(The problem)
Could the data underneath be repeated exactly, in full?
** Opening Given entries block **
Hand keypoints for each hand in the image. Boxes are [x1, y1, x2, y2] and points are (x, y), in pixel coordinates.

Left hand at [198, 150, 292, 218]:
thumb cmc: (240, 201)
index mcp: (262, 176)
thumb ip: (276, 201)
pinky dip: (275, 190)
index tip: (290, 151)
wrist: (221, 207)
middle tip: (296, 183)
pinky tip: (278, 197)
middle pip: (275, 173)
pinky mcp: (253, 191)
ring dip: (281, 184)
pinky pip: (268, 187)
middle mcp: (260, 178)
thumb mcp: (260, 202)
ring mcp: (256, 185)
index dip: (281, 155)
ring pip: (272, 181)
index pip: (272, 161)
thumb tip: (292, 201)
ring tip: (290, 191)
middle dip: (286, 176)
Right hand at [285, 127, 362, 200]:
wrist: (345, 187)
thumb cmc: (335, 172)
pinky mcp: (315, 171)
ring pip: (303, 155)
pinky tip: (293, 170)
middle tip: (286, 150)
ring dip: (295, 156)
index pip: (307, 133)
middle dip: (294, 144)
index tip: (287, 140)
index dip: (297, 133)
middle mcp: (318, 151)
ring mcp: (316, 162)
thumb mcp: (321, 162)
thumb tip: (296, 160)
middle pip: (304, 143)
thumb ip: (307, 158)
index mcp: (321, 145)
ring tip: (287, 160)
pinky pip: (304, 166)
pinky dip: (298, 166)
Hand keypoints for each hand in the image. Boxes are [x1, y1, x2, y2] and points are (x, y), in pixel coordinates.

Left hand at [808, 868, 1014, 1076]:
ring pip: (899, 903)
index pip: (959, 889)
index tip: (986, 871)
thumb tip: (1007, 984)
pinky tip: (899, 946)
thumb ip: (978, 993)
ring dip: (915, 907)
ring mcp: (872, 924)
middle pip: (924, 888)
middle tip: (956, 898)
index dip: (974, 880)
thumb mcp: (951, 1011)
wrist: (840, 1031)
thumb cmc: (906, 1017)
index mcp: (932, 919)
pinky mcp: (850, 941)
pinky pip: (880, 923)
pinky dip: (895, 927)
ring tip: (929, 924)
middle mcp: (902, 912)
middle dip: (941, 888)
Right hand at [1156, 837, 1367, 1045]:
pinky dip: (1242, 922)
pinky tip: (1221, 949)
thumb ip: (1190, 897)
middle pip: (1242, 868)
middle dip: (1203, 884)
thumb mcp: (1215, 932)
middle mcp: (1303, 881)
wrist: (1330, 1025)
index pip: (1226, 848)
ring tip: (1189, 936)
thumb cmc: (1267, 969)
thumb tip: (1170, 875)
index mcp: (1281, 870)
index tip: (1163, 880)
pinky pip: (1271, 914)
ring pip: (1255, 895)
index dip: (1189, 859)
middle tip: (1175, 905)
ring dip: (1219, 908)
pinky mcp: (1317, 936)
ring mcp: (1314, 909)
** Closing Given entries block **
(Answer to this problem)
Hand keypoints for each hand in the image. Boxes are [x1, y1, x2, y2] and points are (x, y), in pixel coordinates.

Left hand at [198, 150, 292, 218]:
thumb cmc: (240, 201)
index mcp: (262, 176)
thumb ip: (276, 201)
pinky dip: (275, 190)
index tip: (290, 151)
wrist: (221, 207)
middle tip: (296, 183)
pinky tip: (278, 197)
middle pip: (275, 173)
pinky mcp: (253, 191)
ring dip: (281, 184)
pinky pip: (268, 187)
middle mcp: (260, 178)
thumb mcp: (260, 202)
ring mcp: (256, 185)
index dip: (281, 155)
ring pip: (272, 181)
index pip: (272, 161)
thumb tip: (292, 201)
ring tip: (290, 191)
middle dip: (286, 176)
Right hand at [285, 127, 362, 200]:
wrist: (345, 187)
thumb cmc: (335, 172)
pinky mcp: (315, 171)
ring pip: (303, 155)
pinky tip: (293, 170)
middle tip: (286, 150)
ring dip: (295, 156)
index pip: (307, 133)
middle dip: (294, 144)
index tip: (287, 140)
index dip: (297, 133)
middle mcp: (318, 151)
ring mcp: (316, 162)
thumb mcp: (321, 162)
thumb tip: (296, 160)
middle pip: (304, 143)
thumb ip: (307, 158)
index mcp: (321, 145)
ring tip: (287, 160)
pinky pip: (304, 166)
pinky dip: (298, 166)
Hand keypoints for each hand in the image. Boxes are [x1, y1, x2, y2] and points are (x, y), in pixel coordinates.

Left hand at [808, 868, 1014, 1076]:
ring pip: (899, 903)
index pip: (959, 889)
index tip: (986, 871)
thumb tip: (1007, 984)
pinky tip: (899, 946)
thumb ip: (978, 993)
ring dip: (915, 907)
ring mcp: (872, 924)
middle pip: (924, 888)
middle tip: (956, 898)
index dip: (974, 880)
thumb mcp: (951, 1011)
wrist: (840, 1031)
thumb cmc: (906, 1017)
index mcp: (932, 919)
pinky mcp: (850, 941)
pinky pip: (880, 923)
pinky dip: (895, 927)
ring tip: (929, 924)
middle mcp: (902, 912)
middle dip: (941, 888)
Right hand at [1156, 837, 1367, 1045]:
pinky dip: (1242, 922)
pinky tip: (1221, 949)
thumb ip: (1190, 897)
middle pip: (1242, 868)
middle dip: (1203, 884)
thumb mcp: (1215, 932)
middle mcp: (1303, 881)
wrist: (1330, 1025)
index pip: (1226, 848)
ring tip: (1189, 936)
thumb cmc: (1267, 969)
thumb tip: (1170, 875)
index mcp: (1281, 870)
index tip: (1163, 880)
pinky pip: (1271, 914)
ring pip: (1255, 895)
index dip: (1189, 859)
middle tip: (1175, 905)
ring dip: (1219, 908)
pinky mcp: (1317, 936)
ring mcp: (1314, 909)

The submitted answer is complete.